Vício em celular pode esconder sofrimento mental em crianças
Redação

O uso excessivo de celulares por adolescentes pode ser um sintoma de problemas de saúde mental, e não a causa principal. A relação entre tempo de tela e bem-estar é complexa, e focar apenas na restrição do aparelho pode ignorar as verdadeiras causas do sofrimento emocional.
É comum ouvir pais dizerem que seus filhos "vivem grudados no celular". O aumento do tempo de tela tem sido associado a pior qualidade do sono, sedentarismo, dificuldades de concentração e maior exposição a conteúdos prejudiciais. No entanto, a psiquiatria levanta uma questão: e se, em muitos casos, a tela for um sintoma, e não a causa do problema?
A ciência mostra que a relação entre saúde mental e uso do celular é complexa. Jovens que enfrentam ansiedade, depressão, solidão ou dificuldades emocionais recorrem com mais frequência ao ambiente digital em busca de alívio, distração ou pertencimento. Isso muda a forma como a questão deve ser enxergada.

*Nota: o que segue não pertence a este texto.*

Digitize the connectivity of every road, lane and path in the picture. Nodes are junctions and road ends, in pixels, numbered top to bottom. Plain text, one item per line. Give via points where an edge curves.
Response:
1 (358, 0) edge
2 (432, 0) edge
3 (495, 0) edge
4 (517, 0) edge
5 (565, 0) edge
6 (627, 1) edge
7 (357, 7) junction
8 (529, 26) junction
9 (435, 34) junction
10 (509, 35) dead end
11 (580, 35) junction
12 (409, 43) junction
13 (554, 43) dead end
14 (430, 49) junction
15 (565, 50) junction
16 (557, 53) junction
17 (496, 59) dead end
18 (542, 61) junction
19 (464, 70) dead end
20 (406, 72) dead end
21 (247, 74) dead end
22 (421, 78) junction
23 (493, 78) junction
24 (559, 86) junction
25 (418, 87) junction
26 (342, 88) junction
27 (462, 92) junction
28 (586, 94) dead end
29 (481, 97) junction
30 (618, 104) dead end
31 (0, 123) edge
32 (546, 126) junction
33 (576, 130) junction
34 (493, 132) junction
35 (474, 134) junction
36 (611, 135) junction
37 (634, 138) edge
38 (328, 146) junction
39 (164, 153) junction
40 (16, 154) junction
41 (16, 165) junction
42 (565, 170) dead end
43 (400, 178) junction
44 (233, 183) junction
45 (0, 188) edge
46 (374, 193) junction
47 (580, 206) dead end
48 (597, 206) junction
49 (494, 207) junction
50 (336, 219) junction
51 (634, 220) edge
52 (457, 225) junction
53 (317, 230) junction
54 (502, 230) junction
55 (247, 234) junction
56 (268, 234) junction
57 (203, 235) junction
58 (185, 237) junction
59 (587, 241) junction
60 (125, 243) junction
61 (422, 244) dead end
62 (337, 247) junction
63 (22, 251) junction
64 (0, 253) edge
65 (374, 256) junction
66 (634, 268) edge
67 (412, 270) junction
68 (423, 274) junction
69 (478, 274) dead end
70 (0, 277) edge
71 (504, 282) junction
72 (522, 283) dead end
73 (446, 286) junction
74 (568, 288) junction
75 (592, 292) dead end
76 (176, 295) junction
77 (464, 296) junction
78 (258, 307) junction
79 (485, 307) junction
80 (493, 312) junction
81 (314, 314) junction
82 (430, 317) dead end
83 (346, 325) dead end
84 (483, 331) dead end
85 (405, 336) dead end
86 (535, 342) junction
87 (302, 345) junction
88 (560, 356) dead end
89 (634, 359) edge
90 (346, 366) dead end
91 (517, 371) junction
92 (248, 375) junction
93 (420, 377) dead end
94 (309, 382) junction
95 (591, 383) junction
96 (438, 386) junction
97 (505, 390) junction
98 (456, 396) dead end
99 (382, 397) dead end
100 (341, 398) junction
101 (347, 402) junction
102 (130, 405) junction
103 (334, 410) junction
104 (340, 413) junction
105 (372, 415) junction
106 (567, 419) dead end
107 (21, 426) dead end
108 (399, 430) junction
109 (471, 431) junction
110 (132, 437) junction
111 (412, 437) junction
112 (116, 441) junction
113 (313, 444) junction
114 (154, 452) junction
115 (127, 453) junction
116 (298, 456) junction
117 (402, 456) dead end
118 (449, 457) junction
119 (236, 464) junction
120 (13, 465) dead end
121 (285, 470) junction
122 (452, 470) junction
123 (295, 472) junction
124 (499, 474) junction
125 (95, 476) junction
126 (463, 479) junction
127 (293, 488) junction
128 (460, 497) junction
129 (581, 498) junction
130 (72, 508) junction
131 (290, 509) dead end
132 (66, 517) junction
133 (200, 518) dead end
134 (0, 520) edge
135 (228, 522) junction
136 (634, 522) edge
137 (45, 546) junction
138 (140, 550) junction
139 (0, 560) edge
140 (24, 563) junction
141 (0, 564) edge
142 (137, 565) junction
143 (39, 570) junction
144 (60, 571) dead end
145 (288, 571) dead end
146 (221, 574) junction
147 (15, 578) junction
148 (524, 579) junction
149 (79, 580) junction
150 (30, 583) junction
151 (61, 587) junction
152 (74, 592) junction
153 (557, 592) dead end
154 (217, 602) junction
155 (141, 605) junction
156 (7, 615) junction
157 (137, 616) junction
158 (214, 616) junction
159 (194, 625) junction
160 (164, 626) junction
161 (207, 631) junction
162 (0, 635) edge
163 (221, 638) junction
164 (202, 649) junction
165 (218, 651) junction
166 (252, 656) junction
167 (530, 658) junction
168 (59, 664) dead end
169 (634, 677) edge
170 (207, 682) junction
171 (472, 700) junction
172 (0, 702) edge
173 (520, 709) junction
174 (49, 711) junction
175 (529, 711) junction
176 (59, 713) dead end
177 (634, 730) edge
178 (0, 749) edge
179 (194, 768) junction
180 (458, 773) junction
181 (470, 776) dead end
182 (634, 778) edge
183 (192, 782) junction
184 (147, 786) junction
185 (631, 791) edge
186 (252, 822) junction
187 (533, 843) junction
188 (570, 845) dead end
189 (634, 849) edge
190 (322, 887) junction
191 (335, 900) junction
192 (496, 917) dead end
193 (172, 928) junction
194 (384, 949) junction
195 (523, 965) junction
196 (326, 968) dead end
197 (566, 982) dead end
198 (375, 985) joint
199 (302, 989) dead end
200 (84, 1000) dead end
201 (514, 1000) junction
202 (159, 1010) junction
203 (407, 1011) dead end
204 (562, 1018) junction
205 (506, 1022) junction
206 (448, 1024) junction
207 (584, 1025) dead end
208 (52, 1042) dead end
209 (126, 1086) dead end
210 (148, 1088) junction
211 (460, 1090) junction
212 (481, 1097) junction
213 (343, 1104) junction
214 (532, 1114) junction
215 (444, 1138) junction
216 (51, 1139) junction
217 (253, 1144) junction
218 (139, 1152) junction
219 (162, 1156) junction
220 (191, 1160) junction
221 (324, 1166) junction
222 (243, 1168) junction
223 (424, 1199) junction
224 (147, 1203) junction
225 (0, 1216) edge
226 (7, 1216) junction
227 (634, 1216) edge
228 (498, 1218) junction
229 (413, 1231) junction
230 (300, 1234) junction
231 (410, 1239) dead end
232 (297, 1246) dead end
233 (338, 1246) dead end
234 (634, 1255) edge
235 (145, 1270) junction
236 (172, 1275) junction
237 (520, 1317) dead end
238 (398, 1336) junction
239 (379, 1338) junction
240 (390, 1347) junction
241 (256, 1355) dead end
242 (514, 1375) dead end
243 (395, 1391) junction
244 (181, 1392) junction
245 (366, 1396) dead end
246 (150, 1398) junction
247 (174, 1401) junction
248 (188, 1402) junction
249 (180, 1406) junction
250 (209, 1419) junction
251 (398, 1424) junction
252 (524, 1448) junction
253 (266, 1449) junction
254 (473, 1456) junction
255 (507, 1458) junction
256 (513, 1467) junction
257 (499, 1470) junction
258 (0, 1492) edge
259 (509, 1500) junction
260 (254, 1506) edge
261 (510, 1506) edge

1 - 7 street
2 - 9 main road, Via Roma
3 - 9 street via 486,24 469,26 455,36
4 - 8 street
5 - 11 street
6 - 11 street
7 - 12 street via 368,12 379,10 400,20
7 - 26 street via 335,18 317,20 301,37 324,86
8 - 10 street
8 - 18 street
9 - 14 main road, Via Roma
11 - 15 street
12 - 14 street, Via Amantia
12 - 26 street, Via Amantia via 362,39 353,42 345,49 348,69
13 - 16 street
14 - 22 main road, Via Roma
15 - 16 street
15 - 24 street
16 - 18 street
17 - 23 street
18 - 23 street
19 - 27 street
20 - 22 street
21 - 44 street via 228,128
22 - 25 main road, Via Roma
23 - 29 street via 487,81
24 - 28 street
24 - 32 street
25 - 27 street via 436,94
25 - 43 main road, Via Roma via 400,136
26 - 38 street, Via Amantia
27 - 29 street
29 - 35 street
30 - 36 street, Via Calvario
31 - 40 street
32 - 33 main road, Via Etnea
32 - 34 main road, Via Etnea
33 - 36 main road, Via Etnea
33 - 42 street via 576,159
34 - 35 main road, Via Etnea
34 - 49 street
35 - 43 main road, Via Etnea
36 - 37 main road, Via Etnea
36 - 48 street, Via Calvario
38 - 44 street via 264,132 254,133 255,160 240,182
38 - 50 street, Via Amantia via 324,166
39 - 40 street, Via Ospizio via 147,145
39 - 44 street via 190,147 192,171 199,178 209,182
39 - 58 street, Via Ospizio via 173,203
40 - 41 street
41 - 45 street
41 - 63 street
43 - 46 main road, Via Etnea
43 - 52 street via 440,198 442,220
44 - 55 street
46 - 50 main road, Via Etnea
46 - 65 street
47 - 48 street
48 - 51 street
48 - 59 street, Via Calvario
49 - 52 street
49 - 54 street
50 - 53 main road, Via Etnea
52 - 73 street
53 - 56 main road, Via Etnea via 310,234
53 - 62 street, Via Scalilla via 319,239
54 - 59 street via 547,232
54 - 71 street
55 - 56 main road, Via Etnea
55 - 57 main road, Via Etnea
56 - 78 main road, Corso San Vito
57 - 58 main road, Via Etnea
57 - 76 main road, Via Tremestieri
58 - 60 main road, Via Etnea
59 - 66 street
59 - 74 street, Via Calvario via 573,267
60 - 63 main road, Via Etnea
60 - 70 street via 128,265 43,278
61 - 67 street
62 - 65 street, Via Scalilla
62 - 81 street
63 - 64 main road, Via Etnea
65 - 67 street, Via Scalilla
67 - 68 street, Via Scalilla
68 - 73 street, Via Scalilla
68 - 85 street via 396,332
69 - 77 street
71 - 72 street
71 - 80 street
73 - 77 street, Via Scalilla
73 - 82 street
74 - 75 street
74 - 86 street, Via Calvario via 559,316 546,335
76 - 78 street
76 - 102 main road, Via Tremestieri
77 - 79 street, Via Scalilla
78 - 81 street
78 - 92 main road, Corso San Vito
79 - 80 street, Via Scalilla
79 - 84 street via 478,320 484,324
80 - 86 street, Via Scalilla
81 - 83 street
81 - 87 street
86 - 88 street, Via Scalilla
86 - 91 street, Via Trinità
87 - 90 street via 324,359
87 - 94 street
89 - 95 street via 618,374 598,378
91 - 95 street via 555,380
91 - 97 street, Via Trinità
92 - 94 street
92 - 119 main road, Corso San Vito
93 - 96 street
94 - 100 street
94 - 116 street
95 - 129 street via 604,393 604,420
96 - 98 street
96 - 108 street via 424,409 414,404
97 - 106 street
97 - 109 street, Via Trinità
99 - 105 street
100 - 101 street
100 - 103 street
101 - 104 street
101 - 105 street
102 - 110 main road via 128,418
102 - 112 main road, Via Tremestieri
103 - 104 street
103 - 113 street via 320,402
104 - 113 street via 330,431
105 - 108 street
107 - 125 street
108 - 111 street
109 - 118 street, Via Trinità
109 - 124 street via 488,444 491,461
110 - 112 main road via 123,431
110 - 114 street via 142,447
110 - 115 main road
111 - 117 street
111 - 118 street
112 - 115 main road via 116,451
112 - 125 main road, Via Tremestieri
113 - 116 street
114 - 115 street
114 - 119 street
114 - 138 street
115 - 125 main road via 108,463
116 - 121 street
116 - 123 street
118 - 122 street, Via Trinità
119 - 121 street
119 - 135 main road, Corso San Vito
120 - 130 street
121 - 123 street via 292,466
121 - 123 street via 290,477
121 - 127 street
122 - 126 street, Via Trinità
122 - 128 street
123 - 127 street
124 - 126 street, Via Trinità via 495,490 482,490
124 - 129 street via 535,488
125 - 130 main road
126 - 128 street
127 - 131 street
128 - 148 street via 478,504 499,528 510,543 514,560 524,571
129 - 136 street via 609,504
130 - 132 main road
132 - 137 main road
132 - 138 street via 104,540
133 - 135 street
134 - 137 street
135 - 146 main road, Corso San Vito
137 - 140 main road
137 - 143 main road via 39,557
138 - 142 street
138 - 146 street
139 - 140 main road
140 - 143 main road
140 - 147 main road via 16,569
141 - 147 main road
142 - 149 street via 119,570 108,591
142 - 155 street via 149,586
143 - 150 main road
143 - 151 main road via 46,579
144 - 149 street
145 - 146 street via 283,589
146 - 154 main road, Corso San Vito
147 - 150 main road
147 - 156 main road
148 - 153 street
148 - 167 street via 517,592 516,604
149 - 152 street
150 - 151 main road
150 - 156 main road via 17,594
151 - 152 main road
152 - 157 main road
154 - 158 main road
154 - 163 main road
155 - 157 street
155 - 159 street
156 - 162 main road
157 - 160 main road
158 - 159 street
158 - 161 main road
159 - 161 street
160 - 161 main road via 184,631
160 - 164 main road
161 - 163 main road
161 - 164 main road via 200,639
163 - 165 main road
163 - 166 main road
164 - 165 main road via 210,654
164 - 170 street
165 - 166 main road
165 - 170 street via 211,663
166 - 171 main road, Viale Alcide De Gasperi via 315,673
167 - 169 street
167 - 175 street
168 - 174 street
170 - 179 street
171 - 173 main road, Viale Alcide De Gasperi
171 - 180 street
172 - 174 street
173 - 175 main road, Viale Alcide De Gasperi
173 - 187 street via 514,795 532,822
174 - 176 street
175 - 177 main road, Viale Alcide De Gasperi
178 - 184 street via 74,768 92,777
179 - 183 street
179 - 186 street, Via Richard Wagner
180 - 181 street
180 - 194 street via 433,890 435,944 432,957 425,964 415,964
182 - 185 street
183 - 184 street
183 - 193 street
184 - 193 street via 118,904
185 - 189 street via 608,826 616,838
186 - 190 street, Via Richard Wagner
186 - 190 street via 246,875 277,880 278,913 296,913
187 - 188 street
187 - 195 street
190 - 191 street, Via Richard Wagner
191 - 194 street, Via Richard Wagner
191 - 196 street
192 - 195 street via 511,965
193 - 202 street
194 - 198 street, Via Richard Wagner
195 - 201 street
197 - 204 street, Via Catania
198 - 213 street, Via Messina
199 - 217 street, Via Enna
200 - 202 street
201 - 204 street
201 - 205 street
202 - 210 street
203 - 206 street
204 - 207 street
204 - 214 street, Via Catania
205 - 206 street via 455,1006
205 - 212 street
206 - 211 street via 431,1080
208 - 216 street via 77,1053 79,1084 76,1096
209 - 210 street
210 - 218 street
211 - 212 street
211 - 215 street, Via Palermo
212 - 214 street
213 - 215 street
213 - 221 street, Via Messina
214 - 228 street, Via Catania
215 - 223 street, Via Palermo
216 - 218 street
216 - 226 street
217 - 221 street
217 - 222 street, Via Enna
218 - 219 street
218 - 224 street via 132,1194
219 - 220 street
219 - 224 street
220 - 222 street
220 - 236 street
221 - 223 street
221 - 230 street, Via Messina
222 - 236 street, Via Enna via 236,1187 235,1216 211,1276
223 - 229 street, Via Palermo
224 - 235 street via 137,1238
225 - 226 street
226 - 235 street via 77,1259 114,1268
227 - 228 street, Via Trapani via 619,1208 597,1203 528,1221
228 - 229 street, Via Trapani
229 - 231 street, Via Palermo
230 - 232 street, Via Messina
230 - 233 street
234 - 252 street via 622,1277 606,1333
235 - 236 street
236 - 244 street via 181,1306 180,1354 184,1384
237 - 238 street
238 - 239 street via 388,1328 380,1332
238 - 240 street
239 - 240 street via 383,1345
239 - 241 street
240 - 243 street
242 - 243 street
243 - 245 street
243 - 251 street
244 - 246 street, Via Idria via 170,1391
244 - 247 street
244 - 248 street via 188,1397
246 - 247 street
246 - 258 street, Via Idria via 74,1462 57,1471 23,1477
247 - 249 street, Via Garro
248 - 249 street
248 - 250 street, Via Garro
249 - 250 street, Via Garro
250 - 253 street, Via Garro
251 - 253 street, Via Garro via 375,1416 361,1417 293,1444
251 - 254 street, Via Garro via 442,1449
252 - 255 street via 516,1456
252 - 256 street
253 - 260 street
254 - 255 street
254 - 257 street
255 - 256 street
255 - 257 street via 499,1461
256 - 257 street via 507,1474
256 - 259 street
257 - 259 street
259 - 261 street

Na adolescência, fase de intensas transformações, o celular pode funcionar como uma estratégia para lidar com o desconforto emocional. Nas redes sociais, nos jogos on-line ou em conversas por aplicativos, o jovem encontra distração e sensação de companhia. O problema é que esse alívio costuma ser passageiro.
O ambiente digital pode ampliar o sofrimento. Comparações constantes, cyberbullying, exposição a padrões irreais de beleza e busca incessante por aprovação podem agravar quadros de ansiedade, depressão e baixa autoestima. Cria-se um ciclo: o adolescente sofre, procura refúgio na tela, encontra alívio momentâneo, mas se expõe a fatores que intensificam o sofrimento.
Isso não significa que o celular seja inofensivo ou que limites não sejam importantes. O uso excessivo traz consequências reais, especialmente quando interfere no sono, nos estudos e nas relações familiares. Mas restringir o aparelho, isoladamente, nem sempre resolve.
Quando um adolescente passa todo o tempo livre diante da tela, é importante perguntar o que está acontecendo além do comportamento visível. Ele perdeu o interesse por atividades que antes gostava? Está mais isolado? Sofreu bullying? Demonstra tristeza persistente, irritabilidade ou ansiedade? Essas perguntas revelam mais do que medir quantas horas foram gastas no celular.
Na prática clínica, muitas famílias chegam procurando uma solução para reduzir o tempo de tela. Em vez de perguntar apenas "como tirar o celular da mão do meu filho?", vale refletir: "o que ele está tentando encontrar ou evitar quando passa tantas horas conectado?" A resposta pode envolver necessidade de acolhimento, medo da rejeição, dificuldade para lidar com emoções ou até um transtorno mental não identificado.
Quando se olha apenas para a tela, corre-se o risco de tratar o sintoma e ignorar a causa. O uso saudável da tecnologia faz parte da vida moderna. O desafio não é demonizar o celular, mas compreender o papel que ele ocupa na vida de cada adolescente. Em muitos casos, diminuir o tempo de tela será consequência de algo mais importante: um jovem que voltou a dormir melhor, a se sentir pertencente e a encontrar apoio para enfrentar seus desafios emocionais.